Wednesday, February 2, 2011

Movie Review: Blue Valentine

Nominations:
Actress in a Leading Role - Michelle Williams

Definition:
According to the Academy: "A performance by an actor or actress in any role shall be eligible for nomination either for the leading role or supporting role categories. If, however, all the dialogue has been dubbed by another actor, the performance shall not be eligible for award consideration. Singing that is dubbed will not affect the performer's eligibility unless it constitutes the entire performanc. The dermination as to whether a role is a leading or supporting role shall be made individually by members of the branch at the time of balloting."

Movie Review: Beware!! Spoilers!!!
I really didn't enjoy this movie too much. I found it very depressing, angering and frustrating without any redeeming value.

*Tangent Alert!* I WANT to experience emotion when I watch a movie. I WANT to feel what the characters feel. I WANT to understand what they feel so that I can understand what happens. But, I NEED to feel these emotions for a purpose. I NEED a point to the story that is told. When I finish a movie and the point seems to be lacking, I don't enjoy the movie. Like a child, I need to know WHY. WHY did you make me experience these emotions? I know there is a reason, I just want to be told, somehow during the movie, why. *Tangent Alert!*

First, before I review anything more than I already have, I need to note, that I was quite surprised when the first scene depicting sex came on the screen. I was not prepared for that, and it really caught me off gaurd. I only found out AFTER I saw the movie that it was rated R - on an appeal. Originally this movie was rated NC-17. When the MPAA says it is rated R On Appeal, it means that, nothing was removed or changed. It is exactly the same movie that it was before the appeal, they've just changed their minds on the rating.

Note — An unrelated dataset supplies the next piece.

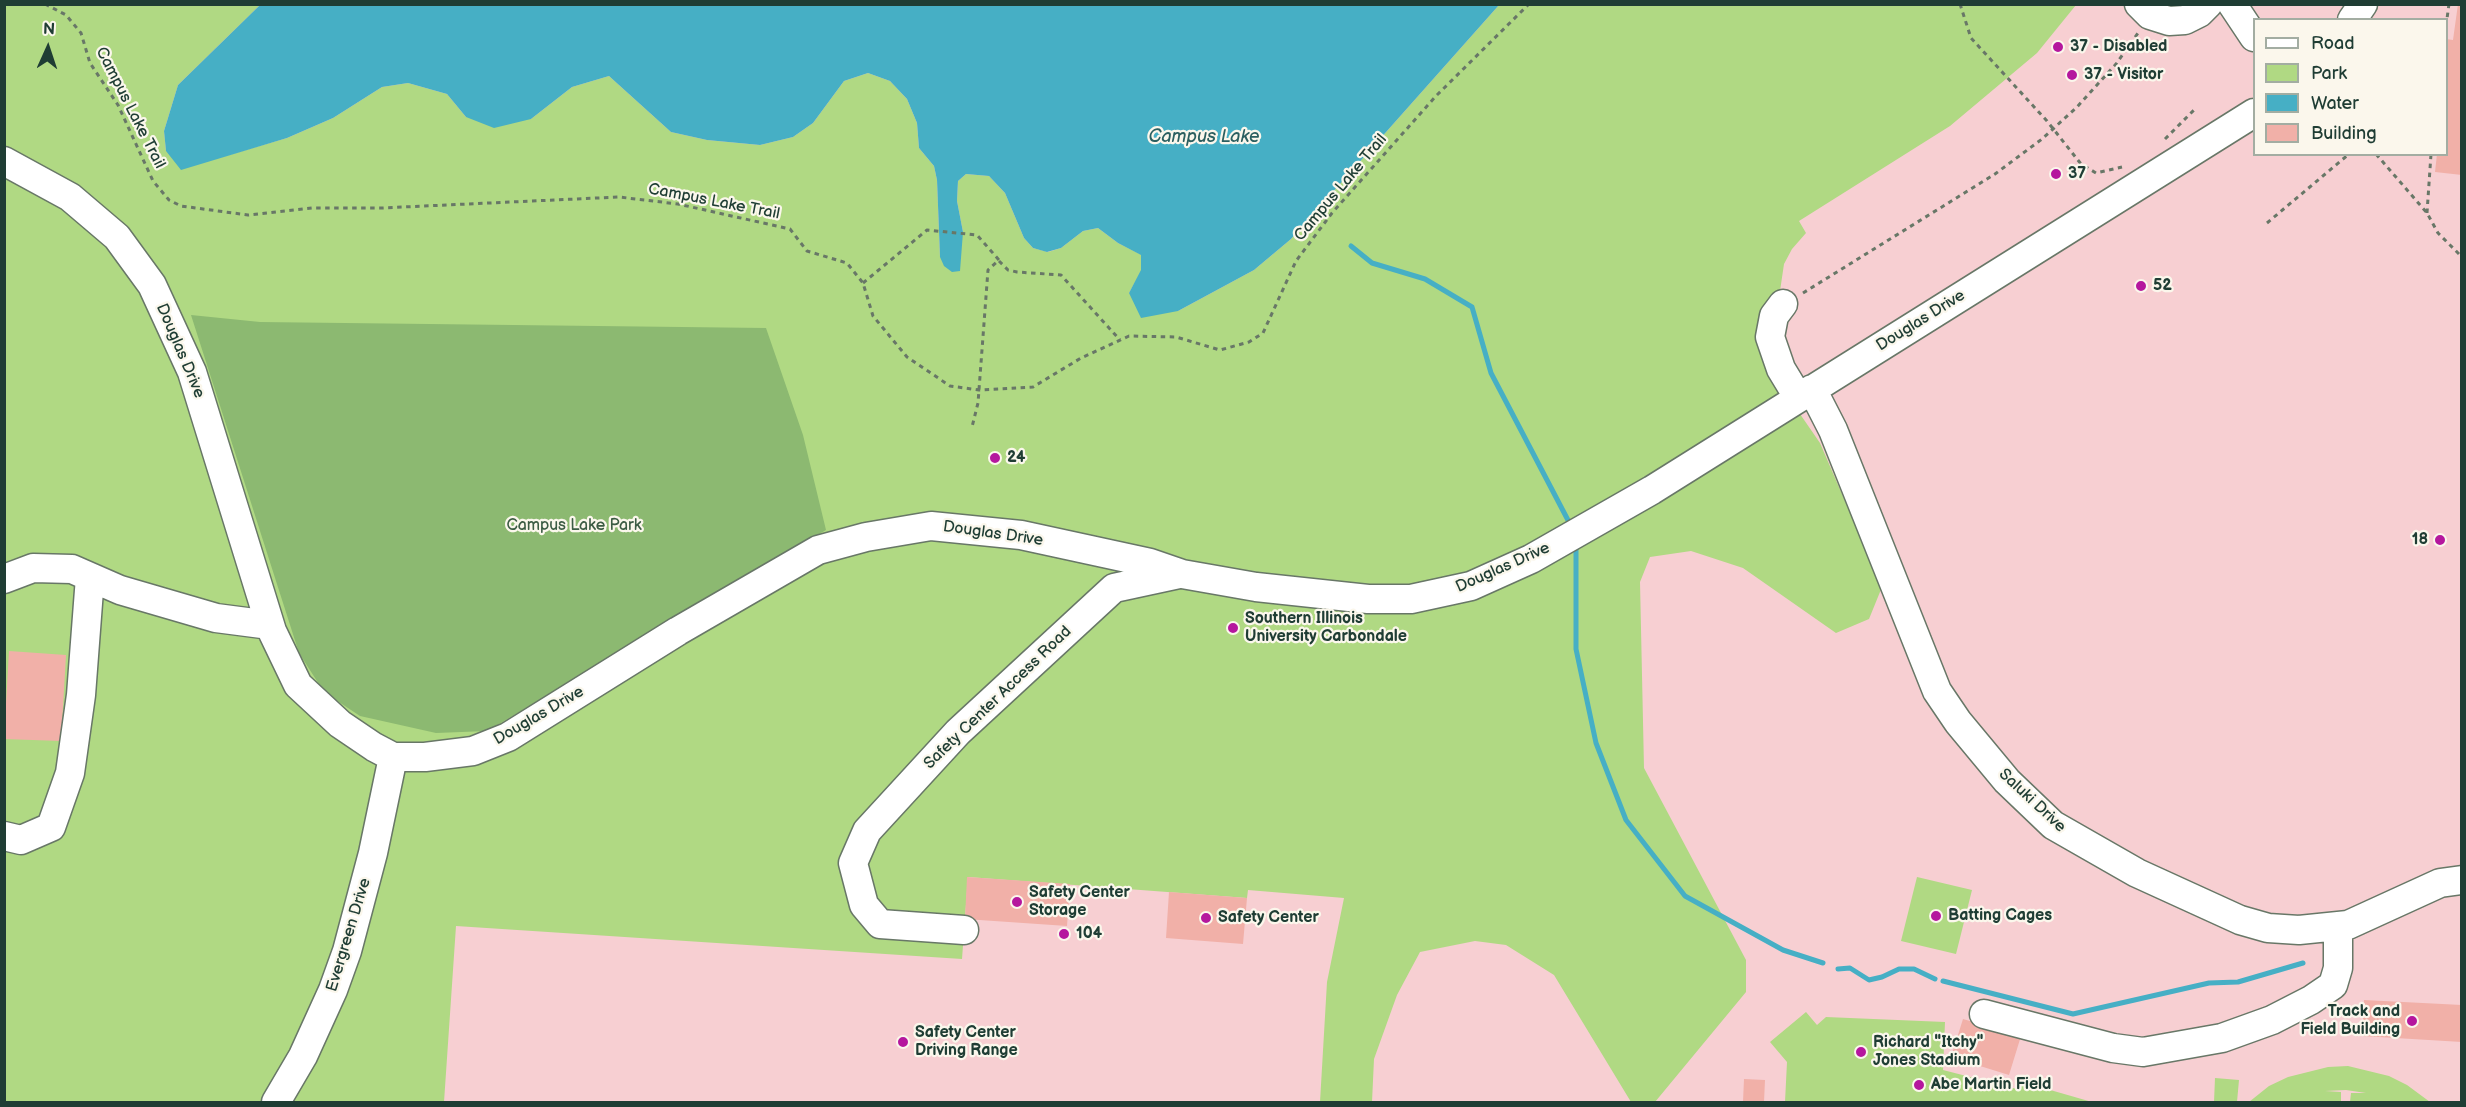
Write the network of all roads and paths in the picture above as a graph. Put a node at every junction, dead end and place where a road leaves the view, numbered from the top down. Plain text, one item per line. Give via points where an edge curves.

The movie follows the changes of Dean (Ryan Gosling) and Cindy (Michelle Williams) relationship. The movie shows them meeting each other and ultimately deciding to get married and that is contrasted to their current relationship, which is falling apart. I think that the cinematography, film editing and other technical aspects of the film were well done. They really helped to add continuity to the story as it changed time periods (which were approximately 5 to 6 years apart). But, at the end of the movie, I just felt that the story had been told only for the sake of telling the story. There is always a point to telling a story. To give a history, to give a warning, to give a laugh are all reasons stories are told. And all are admirable reasons to tell a story, but I never did figure out why this story was told. And that bothers me. I was angry at the characters, I was angry for the characters and I want that anger to be for a reason and I need the movie to tell me that, and Blue Valentine disappointed much on this level, so despite all of the good to the movie, I left disappointed in the movie that I saw.

Best Actress in a Leading Role Review:
Like so much of this movie, I was disappointed in Michelle Williams performance as Cindy. I watched the movie and found that her character was spiteful and mean without remorse and without reason. As I watched her character over the two different time frames I didn't find much difference in who her character was. Fact of the matter is, having a child, getting married and watching that relationship both develop and fall apart changes a person, and her character never changed. As three dimensional as Nicole Kidman's performance was, Michelle Williams was that flat. I just didn't find that she gave a performance that I could relate to beyond the surface level and for me, that isn't deserving of the Oscar, or even a nomination for that matter. In the end, I found the whole movie lacking.

2 comments:

Sarah @Newlywed and Decorating said...

It's funny- I never heard of this movie until the awards shows came out. I never knew they could do rating R on Appeal- crazy!

Mr. B. said...

See, I totally disagree with your analysis on the performance of Michelle Williams.

I found her portrayal of Cindy to be excellent. I believed that she was an adult woman who lived a life she didn't enjoy and one day realized that fact. She used to be young and beautiful but now she was a little beaten down by life. She used to have high career aspirations, but now she was stuck in a career that didn't challenge her and she worked under a boss that I got the impression she felt like she was better and smarter than.

I felt like she had come to grips with the fact that she married too young, and married a man who was "sophistocated" and "charming", who after 10 years or so was more of a short-tempered ruffian who was not the man at 30 he was at 20. A man who seemed fine with settling because he had no big goals or aspirations, and who seemed quite content with his complacent life.

She she married "down" the social scale, and he married "up", he was happy in their lot in life. She was unhappy because she always imagined that her life would be better (or at least different), and at some point she realized that her husband was holding her back from that, and that without him she could have a different, if not better life.

I felt like this character experienced a whole variety of subtle emotions, and I connected with her because I feel subtle emotions. I don't often have strong feelings one way or another, and I really felt like I could identify with the emotional range (although subdued) of Cindy.

Was this the best performance by an actress this year? Possibly. I have yet to see Black Swan and Winter's Bone, but I think Michelle Williams' performance was better than Annette Benning in "The Kids Are All Right" (in fact I think Julianne Moore should ahve also been nominated) and Nicole Kidman in "Rabbit Hole".